TASK DIRECTIONS – A verbatim transcription of every record below is required.

EXCERPTED DATA –

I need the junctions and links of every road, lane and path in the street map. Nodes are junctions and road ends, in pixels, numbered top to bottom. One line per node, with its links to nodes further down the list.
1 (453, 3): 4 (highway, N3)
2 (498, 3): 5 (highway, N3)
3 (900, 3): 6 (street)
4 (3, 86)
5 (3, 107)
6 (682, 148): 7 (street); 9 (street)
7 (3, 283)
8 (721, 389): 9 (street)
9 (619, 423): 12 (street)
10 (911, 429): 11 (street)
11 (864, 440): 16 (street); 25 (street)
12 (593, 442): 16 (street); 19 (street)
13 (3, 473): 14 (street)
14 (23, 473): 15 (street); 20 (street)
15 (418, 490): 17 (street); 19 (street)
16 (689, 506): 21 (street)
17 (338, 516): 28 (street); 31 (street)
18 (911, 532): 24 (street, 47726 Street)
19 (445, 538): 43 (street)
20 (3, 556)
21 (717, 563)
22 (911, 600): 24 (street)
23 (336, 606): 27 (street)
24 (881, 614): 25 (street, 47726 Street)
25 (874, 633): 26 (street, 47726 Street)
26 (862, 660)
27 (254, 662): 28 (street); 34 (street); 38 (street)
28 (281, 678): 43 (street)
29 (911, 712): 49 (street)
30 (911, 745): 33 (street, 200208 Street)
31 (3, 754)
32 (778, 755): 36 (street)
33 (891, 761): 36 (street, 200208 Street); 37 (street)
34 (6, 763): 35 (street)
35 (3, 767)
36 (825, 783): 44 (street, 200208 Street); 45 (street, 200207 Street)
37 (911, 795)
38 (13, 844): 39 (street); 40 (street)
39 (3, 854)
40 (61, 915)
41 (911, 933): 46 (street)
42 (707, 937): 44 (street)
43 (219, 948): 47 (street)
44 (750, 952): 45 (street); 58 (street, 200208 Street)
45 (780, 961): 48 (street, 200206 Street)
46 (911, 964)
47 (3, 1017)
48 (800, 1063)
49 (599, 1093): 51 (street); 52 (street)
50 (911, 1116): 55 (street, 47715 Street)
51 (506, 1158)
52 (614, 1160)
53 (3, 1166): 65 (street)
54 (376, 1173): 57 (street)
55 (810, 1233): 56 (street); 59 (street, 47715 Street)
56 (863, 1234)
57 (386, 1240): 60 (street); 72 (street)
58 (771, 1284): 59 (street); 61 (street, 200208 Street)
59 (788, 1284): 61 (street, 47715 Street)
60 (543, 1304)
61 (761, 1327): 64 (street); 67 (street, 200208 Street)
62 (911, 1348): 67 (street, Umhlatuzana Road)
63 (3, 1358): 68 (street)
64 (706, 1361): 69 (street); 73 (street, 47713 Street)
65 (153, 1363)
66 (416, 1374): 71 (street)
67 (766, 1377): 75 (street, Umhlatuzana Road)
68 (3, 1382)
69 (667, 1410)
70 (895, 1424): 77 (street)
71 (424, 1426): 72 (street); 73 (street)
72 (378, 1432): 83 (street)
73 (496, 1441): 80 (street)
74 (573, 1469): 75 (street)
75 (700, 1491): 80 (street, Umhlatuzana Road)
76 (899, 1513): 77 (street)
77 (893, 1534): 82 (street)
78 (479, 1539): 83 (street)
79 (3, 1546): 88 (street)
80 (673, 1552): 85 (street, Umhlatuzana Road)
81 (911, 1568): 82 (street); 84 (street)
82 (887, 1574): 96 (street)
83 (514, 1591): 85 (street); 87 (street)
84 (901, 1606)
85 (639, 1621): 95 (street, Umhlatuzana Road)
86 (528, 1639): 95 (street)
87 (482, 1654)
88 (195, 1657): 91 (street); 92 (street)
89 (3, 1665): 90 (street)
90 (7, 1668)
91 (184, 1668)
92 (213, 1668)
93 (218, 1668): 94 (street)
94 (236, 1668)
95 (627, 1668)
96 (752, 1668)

ANSWER AREA –
I need the junctions and links of every road, lane and path in the street map. Nodes are junctions and road ends, in pixels, numbered top to bottom. One line per node, with its links to nodes further down the list.
1 (453, 3): 4 (highway, N3)
2 (498, 3): 5 (highway, N3)
3 (900, 3): 6 (street)
4 (3, 86)
5 (3, 107)
6 (682, 148): 7 (street); 9 (street)
7 (3, 283)
8 (721, 389): 9 (street)
9 (619, 423): 12 (street)
10 (911, 429): 11 (street)
11 (864, 440): 16 (street); 25 (street)
12 (593, 442): 16 (street); 19 (street)
13 (3, 473): 14 (street)
14 (23, 473): 15 (street); 20 (street)
15 (418, 490): 17 (street); 19 (street)
16 (689, 506): 21 (street)
17 (338, 516): 28 (street); 31 (street)
18 (911, 532): 24 (street, 47726 Street)
19 (445, 538): 43 (street)
20 (3, 556)
21 (717, 563)
22 (911, 600): 24 (street)
23 (336, 606): 27 (street)
24 (881, 614): 25 (street, 47726 Street)
25 (874, 633): 26 (street, 47726 Street)
26 (862, 660)
27 (254, 662): 28 (street); 34 (street); 38 (street)
28 (281, 678): 43 (street)
29 (911, 712): 49 (street)
30 (911, 745): 33 (street, 200208 Street)
31 (3, 754)
32 (778, 755): 36 (street)
33 (891, 761): 36 (street, 200208 Street); 37 (street)
34 (6, 763): 35 (street)
35 (3, 767)
36 (825, 783): 44 (street, 200208 Street); 45 (street, 200207 Street)
37 (911, 795)
38 (13, 844): 39 (street); 40 (street)
39 (3, 854)
40 (61, 915)
41 (911, 933): 46 (street)
42 (707, 937): 44 (street)
43 (219, 948): 47 (street)
44 (750, 952): 45 (street); 58 (street, 200208 Street)
45 (780, 961): 48 (street, 200206 Street)
46 (911, 964)
47 (3, 1017)
48 (800, 1063)
49 (599, 1093): 51 (street); 52 (street)
50 (911, 1116): 55 (street, 47715 Street)
51 (506, 1158)
52 (614, 1160)
53 (3, 1166): 65 (street)
54 (376, 1173): 57 (street)
55 (810, 1233): 56 (street); 59 (street, 47715 Street)
56 (863, 1234)
57 (386, 1240): 60 (street); 72 (street)
58 (771, 1284): 59 (street); 61 (street, 200208 Street)
59 (788, 1284): 61 (street, 47715 Street)
60 (543, 1304)
61 (761, 1327): 64 (street); 67 (street, 200208 Street)
62 (911, 1348): 67 (street, Umhlatuzana Road)
63 (3, 1358): 68 (street)
64 (706, 1361): 69 (street); 73 (street, 47713 Street)
65 (153, 1363)
66 (416, 1374): 71 (street)
67 (766, 1377): 75 (street, Umhlatuzana Road)
68 (3, 1382)
69 (667, 1410)
70 (895, 1424): 77 (street)
71 (424, 1426): 72 (street); 73 (street)
72 (378, 1432): 83 (street)
73 (496, 1441): 80 (street)
74 (573, 1469): 75 (street)
75 (700, 1491): 80 (street, Umhlatuzana Road)
76 (899, 1513): 77 (street)
77 (893, 1534): 82 (street)
78 (479, 1539): 83 (street)
79 (3, 1546): 88 (street)
80 (673, 1552): 85 (street, Umhlatuzana Road)
81 (911, 1568): 82 (street); 84 (street)
82 (887, 1574): 96 (street)
83 (514, 1591): 85 (street); 87 (street)
84 (901, 1606)
85 (639, 1621): 95 (street, Umhlatuzana Road)
86 (528, 1639): 95 (street)
87 (482, 1654)
88 (195, 1657): 91 (street); 92 (street)
89 (3, 1665): 90 (street)
90 (7, 1668)
91 (184, 1668)
92 (213, 1668)
93 (218, 1668): 94 (street)
94 (236, 1668)
95 (627, 1668)
96 (752, 1668)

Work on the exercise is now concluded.